第3話 生きる知識



小さな穴からゆっくり這い出る。



外に出たのは何日ぶりだろうか、エレシアは久しぶりに外へ出た。

だが、ずっと貯蔵庫で座りっぱなしだったエレシアは上手に立ち上がれないでいた。



大樹の葉からの木漏れ日がどことなく私を照らし続け、風に揺れる木々の音は心地よい。

ただ今はそれが返って腹立たしく気持ちが悪い。


エレシアはろくな物も食べずにげっそりとしてしまった体、筋肉は衰え骨の形がわかるほどに痩せ細ってしまった体を震わせながら、小鹿のように立ち上がった。

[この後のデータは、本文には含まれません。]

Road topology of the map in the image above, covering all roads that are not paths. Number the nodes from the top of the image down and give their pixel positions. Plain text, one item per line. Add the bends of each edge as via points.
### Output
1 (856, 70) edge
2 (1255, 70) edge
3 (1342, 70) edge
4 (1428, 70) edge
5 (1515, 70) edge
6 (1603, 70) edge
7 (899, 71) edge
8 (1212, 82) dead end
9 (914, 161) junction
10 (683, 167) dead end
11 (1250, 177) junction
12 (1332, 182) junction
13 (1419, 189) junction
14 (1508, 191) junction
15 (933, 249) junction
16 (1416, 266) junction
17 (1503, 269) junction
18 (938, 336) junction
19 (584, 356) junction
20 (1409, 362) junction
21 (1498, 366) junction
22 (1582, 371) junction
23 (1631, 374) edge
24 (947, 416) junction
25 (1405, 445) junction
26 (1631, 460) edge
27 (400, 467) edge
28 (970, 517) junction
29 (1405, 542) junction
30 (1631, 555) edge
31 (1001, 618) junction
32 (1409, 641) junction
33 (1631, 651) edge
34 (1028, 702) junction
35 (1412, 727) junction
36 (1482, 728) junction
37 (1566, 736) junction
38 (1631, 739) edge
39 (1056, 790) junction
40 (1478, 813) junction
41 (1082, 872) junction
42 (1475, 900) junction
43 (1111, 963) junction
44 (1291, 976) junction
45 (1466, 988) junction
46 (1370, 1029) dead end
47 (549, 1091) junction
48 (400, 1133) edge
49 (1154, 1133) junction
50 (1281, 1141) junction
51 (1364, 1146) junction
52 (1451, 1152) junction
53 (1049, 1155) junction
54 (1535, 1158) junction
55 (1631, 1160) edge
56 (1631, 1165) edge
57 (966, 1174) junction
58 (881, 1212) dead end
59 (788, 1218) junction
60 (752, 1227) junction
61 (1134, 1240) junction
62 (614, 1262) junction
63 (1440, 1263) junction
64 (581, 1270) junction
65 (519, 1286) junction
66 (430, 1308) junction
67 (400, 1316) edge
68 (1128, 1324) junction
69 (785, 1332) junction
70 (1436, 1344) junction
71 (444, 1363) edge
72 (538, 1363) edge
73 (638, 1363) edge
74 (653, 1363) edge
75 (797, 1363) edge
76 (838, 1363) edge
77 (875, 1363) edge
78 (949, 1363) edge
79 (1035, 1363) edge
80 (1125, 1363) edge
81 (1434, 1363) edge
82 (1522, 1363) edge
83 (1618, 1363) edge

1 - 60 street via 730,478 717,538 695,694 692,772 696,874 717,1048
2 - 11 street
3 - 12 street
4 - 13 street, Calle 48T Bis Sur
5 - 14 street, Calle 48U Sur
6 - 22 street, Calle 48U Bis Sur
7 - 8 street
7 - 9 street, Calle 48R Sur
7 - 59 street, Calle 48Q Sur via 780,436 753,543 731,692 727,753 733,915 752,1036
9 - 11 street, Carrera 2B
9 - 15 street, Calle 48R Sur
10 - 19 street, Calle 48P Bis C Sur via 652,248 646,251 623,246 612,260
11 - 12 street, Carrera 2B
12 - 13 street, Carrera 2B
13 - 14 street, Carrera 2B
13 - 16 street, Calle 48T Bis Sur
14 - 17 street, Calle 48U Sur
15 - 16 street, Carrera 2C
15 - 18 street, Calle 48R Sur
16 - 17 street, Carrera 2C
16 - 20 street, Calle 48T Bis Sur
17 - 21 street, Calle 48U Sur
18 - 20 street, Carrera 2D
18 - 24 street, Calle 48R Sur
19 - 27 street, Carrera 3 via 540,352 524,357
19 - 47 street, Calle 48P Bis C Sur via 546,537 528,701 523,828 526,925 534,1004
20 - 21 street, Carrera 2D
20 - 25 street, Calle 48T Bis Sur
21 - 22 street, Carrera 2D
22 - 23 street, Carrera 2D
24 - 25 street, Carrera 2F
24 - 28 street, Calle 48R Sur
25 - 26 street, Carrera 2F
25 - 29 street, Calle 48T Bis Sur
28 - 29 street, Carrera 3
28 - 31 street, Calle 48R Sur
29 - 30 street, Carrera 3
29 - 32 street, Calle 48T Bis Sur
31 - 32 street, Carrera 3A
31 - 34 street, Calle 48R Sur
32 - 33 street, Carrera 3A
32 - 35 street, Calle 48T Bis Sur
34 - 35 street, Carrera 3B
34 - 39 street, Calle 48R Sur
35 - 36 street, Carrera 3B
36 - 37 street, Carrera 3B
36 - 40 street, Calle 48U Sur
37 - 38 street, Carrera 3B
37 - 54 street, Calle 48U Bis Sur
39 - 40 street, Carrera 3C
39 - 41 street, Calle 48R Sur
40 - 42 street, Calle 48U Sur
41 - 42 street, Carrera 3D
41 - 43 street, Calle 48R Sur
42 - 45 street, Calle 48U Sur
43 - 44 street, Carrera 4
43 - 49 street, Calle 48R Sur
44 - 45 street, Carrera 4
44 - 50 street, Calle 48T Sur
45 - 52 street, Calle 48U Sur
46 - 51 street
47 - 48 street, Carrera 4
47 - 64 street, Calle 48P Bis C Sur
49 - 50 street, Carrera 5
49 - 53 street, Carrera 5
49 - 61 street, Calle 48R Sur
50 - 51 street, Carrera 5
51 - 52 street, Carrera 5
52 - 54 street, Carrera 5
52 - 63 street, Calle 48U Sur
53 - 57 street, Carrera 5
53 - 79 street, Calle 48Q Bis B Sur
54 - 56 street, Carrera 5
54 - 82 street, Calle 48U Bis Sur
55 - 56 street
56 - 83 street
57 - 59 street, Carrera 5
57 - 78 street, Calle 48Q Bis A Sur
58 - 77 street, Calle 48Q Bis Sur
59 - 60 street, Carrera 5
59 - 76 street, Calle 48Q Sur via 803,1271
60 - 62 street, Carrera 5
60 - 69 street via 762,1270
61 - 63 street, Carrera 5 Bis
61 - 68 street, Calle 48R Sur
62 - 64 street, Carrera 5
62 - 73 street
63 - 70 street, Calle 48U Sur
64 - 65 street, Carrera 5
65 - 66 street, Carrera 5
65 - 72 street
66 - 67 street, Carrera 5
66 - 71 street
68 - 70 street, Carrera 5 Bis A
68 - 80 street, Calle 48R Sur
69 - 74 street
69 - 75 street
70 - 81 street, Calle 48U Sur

目の前には昔と何も変わらない円状に木が生えない広場のような場所が広がっている。

少し前まではここにお母さんと私、二人で一緒にいた…

一番思い出のある場所といってもいいだろう。

だが、今はそれがかえって嫌な思い出として蘇ってくる。



(お母さん…)


いまだに実感できない…というより実感したくないだけなのだが、確かにお母さんはもういない。

私を置いてどこかへ行ってしまった。





(…食料、それと水。)

生存本能が要求する。

とりあえず空腹を避けようと、小さい頃から知っている川へ行こうとする。

その川のほとりにある木はおいしい果物がなっていることは昔からよく知っている。



エレシアは背中に木の皮で編んだカゴを背負い、川の方へとよろめきながら向かった。





懐かしい光景

よく通る道でも数日経てば草木も生え伸びる。


エレシアはそんな草の中にある小さな小道をよろめきながら進んだ。

数日間まともに動いていなかった体は完全に動き方を忘れ、一歩踏み出すだけで内側から痺れるような痛みが走った。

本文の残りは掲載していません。